Saved entries:

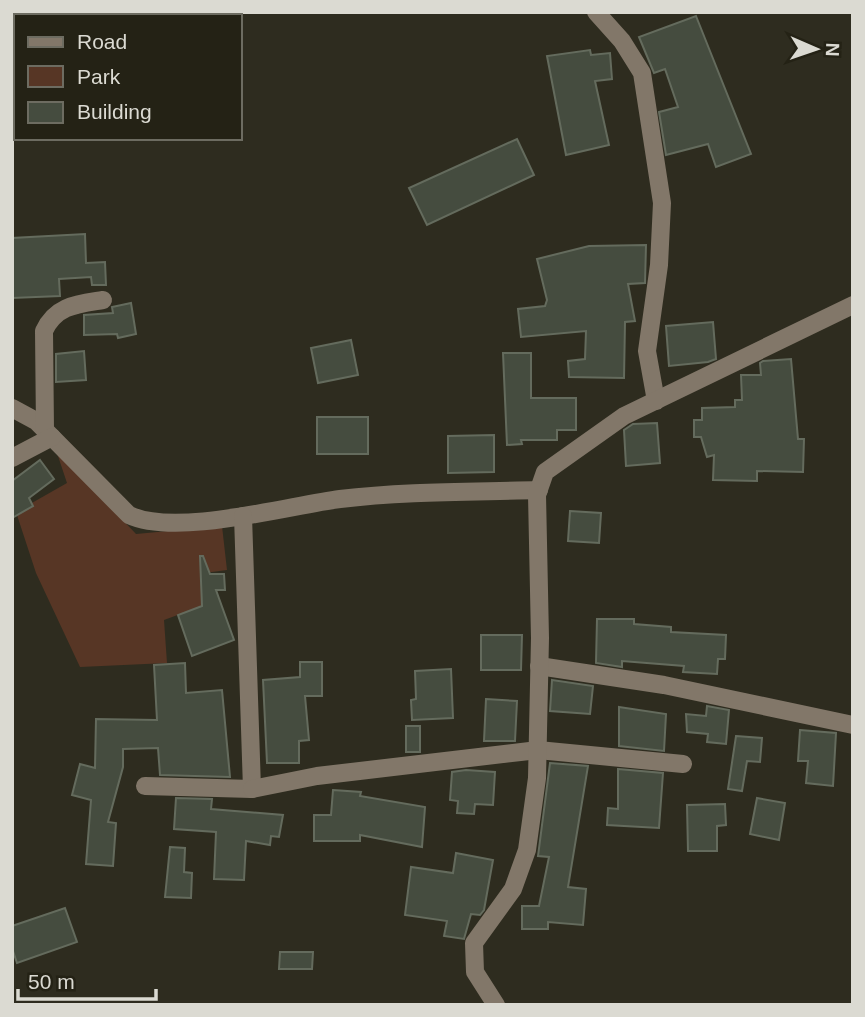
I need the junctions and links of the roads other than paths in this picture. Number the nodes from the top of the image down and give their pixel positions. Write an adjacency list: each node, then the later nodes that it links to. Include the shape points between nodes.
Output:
1 (596, 12): 4 (street, via 642,73 662,203 647,351)
2 (103, 300): 6 (street, via 66,306 48,321 44,331)
3 (853, 305): 4 (street)
4 (656, 401): 8 (street, via 624,416 545,472)
5 (12, 408): 6 (street)
6 (49, 434): 7 (street); 9 (street, via 129,515 145,523)
7 (12, 458)
8 (539, 490): 9 (street, via 341,499); 10 (street)
9 (243, 516): 15 (street)
10 (539, 666): 11 (street, via 664,685); 12 (street)
11 (853, 725)
12 (538, 750): 13 (street); 15 (street, via 317,776); 16 (street, via 527,850 513,889 474,943 475,972)
13 (683, 764)
14 (145, 786): 15 (street)
15 (252, 789)
16 (496, 1005)

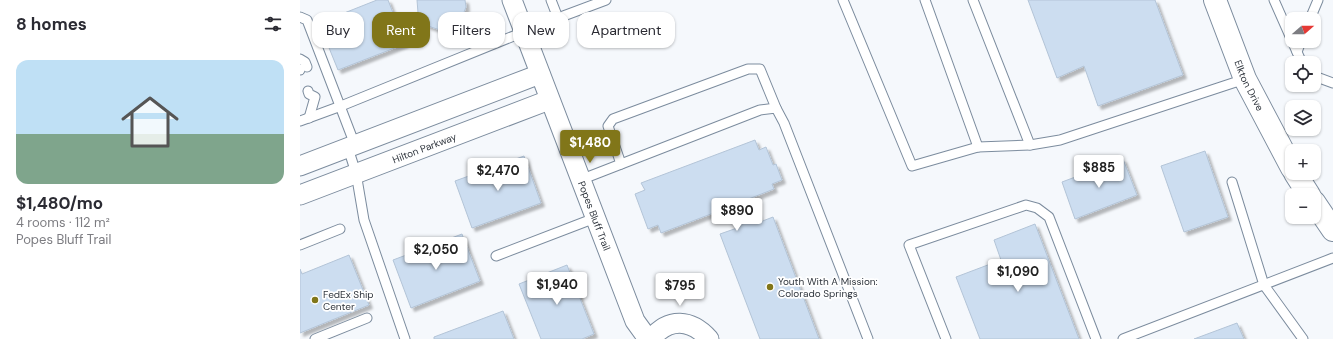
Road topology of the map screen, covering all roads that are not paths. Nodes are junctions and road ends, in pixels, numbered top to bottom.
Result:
1 (512, 0) edge
2 (551, 0) edge
3 (606, 0) edge
4 (843, 0) edge
5 (925, 0) edge
6 (973, 0) edge
7 (1215, 0) edge
8 (1274, 0) edge
9 (1318, 0) edge
10 (516, 12) edge
11 (556, 12) edge
12 (1313, 12) edge
13 (569, 14) edge
14 (300, 17) edge
15 (513, 36) edge
16 (530, 48) edge
17 (1298, 48) edge
18 (1297, 52) junction
19 (1299, 56) edge
20 (300, 59) edge
21 (302, 69) edge
22 (540, 74) junction
23 (1246, 79) junction
24 (1321, 79) edge
25 (1333, 83) edge
26 (313, 92) dead end
27 (549, 100) junction
28 (341, 106) junction
29 (776, 108) junction
30 (304, 120) edge
31 (1030, 145) junction
32 (351, 147) junction
33 (978, 147) junction
34 (1285, 154) edge
35 (621, 164) junction
36 (300, 166) edge
37 (356, 173) junction
38 (580, 180) junction
39 (1232, 182) dead end
40 (300, 195) edge
41 (1321, 212) edge
42 (595, 218) junction
43 (340, 229) dead end
44 (1333, 230) edge
45 (300, 245) edge
46 (496, 256) dead end
47 (1333, 258) edge
48 (1264, 285) junction
49 (368, 318) dead end
50 (315, 339) edge
51 (405, 339) edge
52 (648, 339) edge
53 (651, 339) edge
54 (709, 339) edge
55 (868, 339) edge
56 (946, 339) edge
57 (1096, 339) edge
58 (1123, 339) edge
59 (1303, 339) edge

1 - 10 street, Popes Bluff Trail
2 - 11 lane
3 - 13 lane
4 - 33 lane
5 - 33 lane
6 - 31 lane
7 - 23 street, Elkton Drive
8 - 18 lane
9 - 12 lane
14 - 28 lane
15 - 28 lane
16 - 22 street, Popes Bluff Trail
17 - 18 lane
18 - 19 lane
20 - 21 lane
22 - 27 street, Popes Bluff Trail
22 - 32 street
23 - 31 lane
23 - 34 street, Elkton Drive
24 - 25 lane
26 - 30 lane
27 - 37 street, Hilton Parkway
27 - 38 street, Popes Bluff Trail
28 - 30 lane
28 - 32 lane
29 - 35 lane
29 - 35 lane
29 - 55 lane
31 - 33 lane
32 - 36 street
32 - 37 lane
35 - 38 lane
37 - 40 street, Hilton Parkway
37 - 51 lane
38 - 42 street, Popes Bluff Trail
39 - 48 lane
41 - 44 street
42 - 46 lane
42 - 52 street, Popes Bluff Trail
43 - 45 lane
47 - 48 lane
48 - 58 lane
48 - 59 lane
49 - 50 lane
53 - 54 street
56 - 57 lane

» **What you need to do**
Search the entries above for "dead". Return every line that has it.

» **Answer section**
26 (313, 92) dead end
39 (1232, 182) dead end
43 (340, 229) dead end
46 (496, 256) dead end
49 (368, 318) dead end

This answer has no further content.